Demonizzare le proposte dell’M5S non aiuta…
Anche il segretario dem, Zingaretti, ha provato subito a tacitare le illazioni di un dialogo che appare impossibile, ma è altrettanto implausibile pensare che Delrio non lo avesse informato, prima di dare l’intervista. Zingaretti, in realtà, pensa da tempo che non sia utile demonizzare a priori le proposte del M5S, specie se queste toccano corde sensibili anche per gli elettori del suo partito. Tanto per fare un esempio, attaccare il reddito di cittadinanza, come spesso fanno i renziani, finisce per colpire i cittadini che ne fanno richiesta più che i contenuti del provvedimento.
«Sul merito lo abbiamo sempre detto: le misure che sono utili al Paese vanno affrontate», puntualizza Andrea Orlando. Politicamente, però, aggiunge il vicesegretario in pectore, «non cambia niente. È una strategia pre-elettorale (quella degli avversari, ndr.) che neanche i bambini ci cascano». Ma la ‘cuperliana’ Barbara Pollastrini dice quello che pensa la sinistra del partito (oltre che, peraltro, l’intero gruppo dirigente di Mdp, a partire da Bersani): «Delrio ha pronunciato parole sagge e serie». La ‘manovra di avvicinamento’, dunque, forse, è già realmente iniziata.
Il fuoco di sbarramento dei renziani
I renziani, ovviamente, hanno alzato subito il fuoco di sbarramento. «I nostri elettori ci chiedono coerenza – dice la deputata ligure Raffaella Paita– non possiamo avere nulla a che fare con l’M5S». E il giachettiano Luciano Nobili ricorda: «Un anno fa fu Renzi a impedire il suicidio di un’alleanza con questi cialtroni. Oggi più che mai dobbiamo essergliene grati e ribadire che non andremo mai al governo con loro». Infine, sempre a La Stampa, la ex ministra Maria Elena Boschi dice: «Niente accordi di Palazzo. L’M5S ha fallito, cosa c’entriamo noi con questi incompetenti?».

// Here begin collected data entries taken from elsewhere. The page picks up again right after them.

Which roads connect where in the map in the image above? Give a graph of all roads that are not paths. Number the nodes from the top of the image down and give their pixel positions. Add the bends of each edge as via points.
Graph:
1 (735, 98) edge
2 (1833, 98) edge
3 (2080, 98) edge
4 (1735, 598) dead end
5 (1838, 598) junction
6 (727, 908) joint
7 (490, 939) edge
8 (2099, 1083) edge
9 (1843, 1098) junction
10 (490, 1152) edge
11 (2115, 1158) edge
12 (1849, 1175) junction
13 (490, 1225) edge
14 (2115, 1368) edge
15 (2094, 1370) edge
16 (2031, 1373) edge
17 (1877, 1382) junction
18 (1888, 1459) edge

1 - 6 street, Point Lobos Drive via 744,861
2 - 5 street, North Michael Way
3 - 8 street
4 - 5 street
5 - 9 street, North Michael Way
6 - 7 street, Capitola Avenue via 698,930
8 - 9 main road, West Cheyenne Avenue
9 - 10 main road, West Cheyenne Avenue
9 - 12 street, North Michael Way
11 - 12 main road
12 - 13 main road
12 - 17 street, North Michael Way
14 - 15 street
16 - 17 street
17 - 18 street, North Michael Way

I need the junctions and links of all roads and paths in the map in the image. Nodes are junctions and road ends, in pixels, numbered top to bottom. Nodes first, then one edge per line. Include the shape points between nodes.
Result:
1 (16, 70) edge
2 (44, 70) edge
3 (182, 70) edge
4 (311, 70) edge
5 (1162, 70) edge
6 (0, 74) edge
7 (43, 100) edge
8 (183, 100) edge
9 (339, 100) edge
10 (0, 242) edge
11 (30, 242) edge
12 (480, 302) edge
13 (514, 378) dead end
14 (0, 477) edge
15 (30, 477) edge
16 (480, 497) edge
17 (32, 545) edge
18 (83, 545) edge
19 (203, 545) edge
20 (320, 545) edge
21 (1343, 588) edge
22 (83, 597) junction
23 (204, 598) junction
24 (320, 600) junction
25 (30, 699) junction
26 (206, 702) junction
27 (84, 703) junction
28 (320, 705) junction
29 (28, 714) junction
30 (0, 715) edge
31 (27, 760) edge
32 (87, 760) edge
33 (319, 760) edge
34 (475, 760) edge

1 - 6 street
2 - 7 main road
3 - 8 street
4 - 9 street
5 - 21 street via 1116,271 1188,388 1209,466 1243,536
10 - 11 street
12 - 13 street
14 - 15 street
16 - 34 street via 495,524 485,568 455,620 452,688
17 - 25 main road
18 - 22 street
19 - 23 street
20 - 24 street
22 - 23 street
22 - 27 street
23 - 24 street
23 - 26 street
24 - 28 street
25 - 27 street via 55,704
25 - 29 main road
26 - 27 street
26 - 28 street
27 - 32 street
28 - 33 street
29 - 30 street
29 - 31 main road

Va ricordato anche che Matteo Renzi, sempre più silente, in questa fase, dispone di un drappello di senatori fedelissimi e bastevoli per stroncare sul nascere ogni ipotesi simile. Infatti, se al Senato la maggioranza gialloverde balla già sul filo dei numeri, una maggioranza Pd+M5S non avrebbe i numeri per governare proprio grazie alla ‘secessione’ di un pugno di renziani (sono almeno dieci), pronti a impedirlo.
Zingaretti vuole gruppi parlamentari ‘omogenei’
Inoltre, anche Zingaretti sa e vede che i grillini parlano, protestano, tuonano, ma poi votano tutti i provvedimenti cari alla Lega e che i segnali che pure arrivano dall’ala dei grillini ‘movimentisti’, che fanno capo al presidente della Camera Fico, non sono stati, finora, decisivi né concludenti. Zingaretti e i suoi, dunque, ribadiscono la loro linea: il governo giallo-verde si può superare ‘solo’ con le urne. Ma il motivo per cui Zingaretti punta tutto su elezioni politiche anticipate è, appunto, duplice: da un lato vuole avere gruppi parlamentari omogenei alla sua linea e che, a differenza di quelli attuali, accettino ogni sua proposta, dall’altro pensa sì a un dialogo con i 5Stelle ma ‘al prossimo giro’. Quando una maggioranza ‘alternativa’ a quella di un centrodestra che tornerà – questa la sua previsione – unito, potrebbe tornare utile, se non indispensabile, per battere, anche in Parlamento, oltre che nelle urne, le ‘destre’. Se ne parla, dunque, casomai, nella prossima legislatura.